The Communist Party of Chile is as communist as Piñera is sensitive. It was one of the devices that guaranteed the Pinochet-led transition that gave rise to the current political regime. Forming part of capitalist governments such as that of the ex Nueva Mayoría, it dedicated itself to managing the state from the point of view of the bourgeoisie, supporting the handing over of all that was public to corporations.
In the current mobilization process, from the unions and organization that it leads and also from its own political leaders, its main orientation is to dismantle the mobilization and divert it into state institutions. It first avoided calling the general strike of Monday October 21, saying that the “conditions are not right.” Then it called the strike the following Wednesday and Thursday to recover the initiative from the popular outpouring in the streets.
They never left the Parliament and, after presenting a constitutional accusation against Piñera for the repression, they ended up leaving it aside to launch, right when social mobilization was peaking and assemblies were emerging throughout the country, a call for a plebiscite on a constitutional reform for December 15.

The Frente Amplio: Light Progressives in Times of Revolution

An expression of the discontent with the regime’s parties build up over many years, the Frente Amplio emerged in our country promising “new politics.” Mounted on the student struggles of 2011 and the beginning of the social upheaval of recent years, a series of diverse parties and groups, especially from the student movement and some splits from the PC, set up an electoral front that served as a channel of expression for a sector of the mass movement.
But the FA quickly made itself at home in the bourgeois institutions, refusing to incorporate sectors of the radical left or adopt mobilization as a method of political action. For example, they voted for the pro-imperialist Free Trade Agreements proposed by the Piñera government in Parliament.
When the insurrection began, the FA and the PC pronounced themselves against “violence”, pointing out that “Chile will not be changed with looting and fires”, when street fighting and mass mobilizations were precisely the methods that have paved the way.

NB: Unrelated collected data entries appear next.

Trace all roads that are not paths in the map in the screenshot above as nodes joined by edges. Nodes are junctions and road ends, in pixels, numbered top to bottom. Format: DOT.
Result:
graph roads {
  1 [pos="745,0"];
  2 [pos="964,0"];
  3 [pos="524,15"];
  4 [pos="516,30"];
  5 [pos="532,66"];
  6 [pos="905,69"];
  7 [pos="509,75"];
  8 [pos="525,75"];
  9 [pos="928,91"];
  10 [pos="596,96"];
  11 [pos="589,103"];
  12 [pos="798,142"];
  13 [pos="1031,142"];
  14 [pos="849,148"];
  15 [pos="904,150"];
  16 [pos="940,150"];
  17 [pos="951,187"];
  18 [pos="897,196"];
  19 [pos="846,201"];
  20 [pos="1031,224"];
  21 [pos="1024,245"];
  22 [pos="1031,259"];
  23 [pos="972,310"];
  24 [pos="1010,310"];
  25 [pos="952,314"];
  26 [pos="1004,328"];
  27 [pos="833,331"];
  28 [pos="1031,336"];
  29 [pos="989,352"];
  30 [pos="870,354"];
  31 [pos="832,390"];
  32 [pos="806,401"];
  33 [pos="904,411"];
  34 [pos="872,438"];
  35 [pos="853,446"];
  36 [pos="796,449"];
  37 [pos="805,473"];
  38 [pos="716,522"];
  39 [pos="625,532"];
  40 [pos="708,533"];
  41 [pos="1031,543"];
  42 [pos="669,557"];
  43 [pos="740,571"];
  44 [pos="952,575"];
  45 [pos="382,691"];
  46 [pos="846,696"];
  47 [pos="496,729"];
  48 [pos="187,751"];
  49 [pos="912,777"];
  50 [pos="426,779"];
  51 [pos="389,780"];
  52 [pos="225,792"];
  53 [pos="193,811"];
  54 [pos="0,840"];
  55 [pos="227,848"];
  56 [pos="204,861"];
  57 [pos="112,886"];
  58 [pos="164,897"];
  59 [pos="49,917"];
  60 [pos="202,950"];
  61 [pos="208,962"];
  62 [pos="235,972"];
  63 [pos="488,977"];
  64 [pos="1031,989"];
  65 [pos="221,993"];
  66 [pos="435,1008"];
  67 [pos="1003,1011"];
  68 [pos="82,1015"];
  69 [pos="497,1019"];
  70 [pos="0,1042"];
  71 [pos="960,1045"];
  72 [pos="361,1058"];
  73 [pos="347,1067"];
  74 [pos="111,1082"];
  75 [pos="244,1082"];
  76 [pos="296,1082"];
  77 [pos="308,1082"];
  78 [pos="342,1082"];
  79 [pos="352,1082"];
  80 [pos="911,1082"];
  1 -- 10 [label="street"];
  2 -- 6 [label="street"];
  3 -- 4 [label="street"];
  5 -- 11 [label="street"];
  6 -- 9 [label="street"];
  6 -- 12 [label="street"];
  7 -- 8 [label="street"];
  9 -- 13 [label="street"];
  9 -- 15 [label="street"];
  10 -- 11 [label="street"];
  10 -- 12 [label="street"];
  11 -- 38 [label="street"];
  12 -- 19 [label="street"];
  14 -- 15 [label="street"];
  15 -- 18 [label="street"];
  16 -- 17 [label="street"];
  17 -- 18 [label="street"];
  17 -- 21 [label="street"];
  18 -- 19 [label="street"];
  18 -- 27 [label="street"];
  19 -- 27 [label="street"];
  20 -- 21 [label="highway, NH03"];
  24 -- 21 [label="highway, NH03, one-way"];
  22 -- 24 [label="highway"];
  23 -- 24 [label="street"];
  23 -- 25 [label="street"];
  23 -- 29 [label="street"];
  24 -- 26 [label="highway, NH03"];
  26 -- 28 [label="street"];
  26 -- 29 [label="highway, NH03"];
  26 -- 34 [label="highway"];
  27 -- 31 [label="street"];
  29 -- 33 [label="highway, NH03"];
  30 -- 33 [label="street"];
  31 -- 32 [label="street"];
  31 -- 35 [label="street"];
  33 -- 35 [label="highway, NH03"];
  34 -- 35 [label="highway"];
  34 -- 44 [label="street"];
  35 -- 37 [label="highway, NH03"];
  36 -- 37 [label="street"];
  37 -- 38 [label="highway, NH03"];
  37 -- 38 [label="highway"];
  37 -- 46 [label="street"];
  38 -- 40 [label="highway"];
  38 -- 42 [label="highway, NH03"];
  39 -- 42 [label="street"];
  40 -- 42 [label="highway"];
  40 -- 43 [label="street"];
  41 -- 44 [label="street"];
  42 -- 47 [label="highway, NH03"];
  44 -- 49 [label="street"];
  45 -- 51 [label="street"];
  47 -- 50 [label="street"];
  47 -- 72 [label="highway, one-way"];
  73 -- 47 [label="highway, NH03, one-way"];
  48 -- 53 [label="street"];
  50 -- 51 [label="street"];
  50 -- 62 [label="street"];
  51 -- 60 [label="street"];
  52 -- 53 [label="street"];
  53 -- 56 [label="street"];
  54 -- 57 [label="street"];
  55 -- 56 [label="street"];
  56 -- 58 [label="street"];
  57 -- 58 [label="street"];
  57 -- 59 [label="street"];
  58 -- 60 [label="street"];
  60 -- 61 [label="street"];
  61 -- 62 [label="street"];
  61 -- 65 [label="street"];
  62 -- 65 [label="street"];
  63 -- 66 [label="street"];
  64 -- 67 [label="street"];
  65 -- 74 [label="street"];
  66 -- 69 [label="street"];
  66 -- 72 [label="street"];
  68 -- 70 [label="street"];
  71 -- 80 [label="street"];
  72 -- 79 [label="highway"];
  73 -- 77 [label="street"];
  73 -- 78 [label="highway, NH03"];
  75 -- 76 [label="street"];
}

To reposition themselves, Social Unity (FA-PC front) promoted the general strike of October 23 and 24, but trying to demobilize the second day and prioritizing parliamentary action to vote superficial laws in an attempt to calm the situation.
In the midst of the repression, while hundreds of cases of rape, forced disappearances, torture and thousands of arrests came to light, they proposed a “dialogue” with the new minister Blumel, in fact endorsing the farce of ministerial exchange with which Piñera tried to close the process. Similarly, Giorgio Jackson, one of the FA leaders, holds that “the accusation against the president is something that can, at least, make them understand that they have to be measured and controlled.” That is, at the height of the mobilization, with the majority demanding Piñera to resign, the FA understands that, at most, the government should be “measured and controlled,” as if the accumulation of human rights violations were not enough.
The intention to have a “dialogue” quickly materialized in a pact to save Piñera from falling when he was at his worst political moment, right when the general strike had cornered him and forced him to accept the need to change the Constitution. At that moment, the FA signed its capitulation to the promise of a process that would not begin until the first months of next year! A complete scam of the will of the mass struggle expressed in the streets and also an internal bomb, not even consulted with its own members.
A resounding sign that reformist and electoralist projects have very specific limits that they are not willing to overstep. We call on all the honest militants of these organizations to break with that project that proved to be profoundly conservative and undemocratic, and to build an authentic revolutionary force of the left in our country.

1. eldinamo.cl, 11/5/19.

2. “Frente Amplio y PC refuerzan condena a la violencia, pero critican al Ejecutivo”, latercera.com/política, 10/29/19.

3. “Frente Amplio llama a Blumel  conversar y adelantan propuesta de plabiscito ´que permita a la ciudadanía decidir los caminos´”, eldesconcierto.cl, 10/29/19.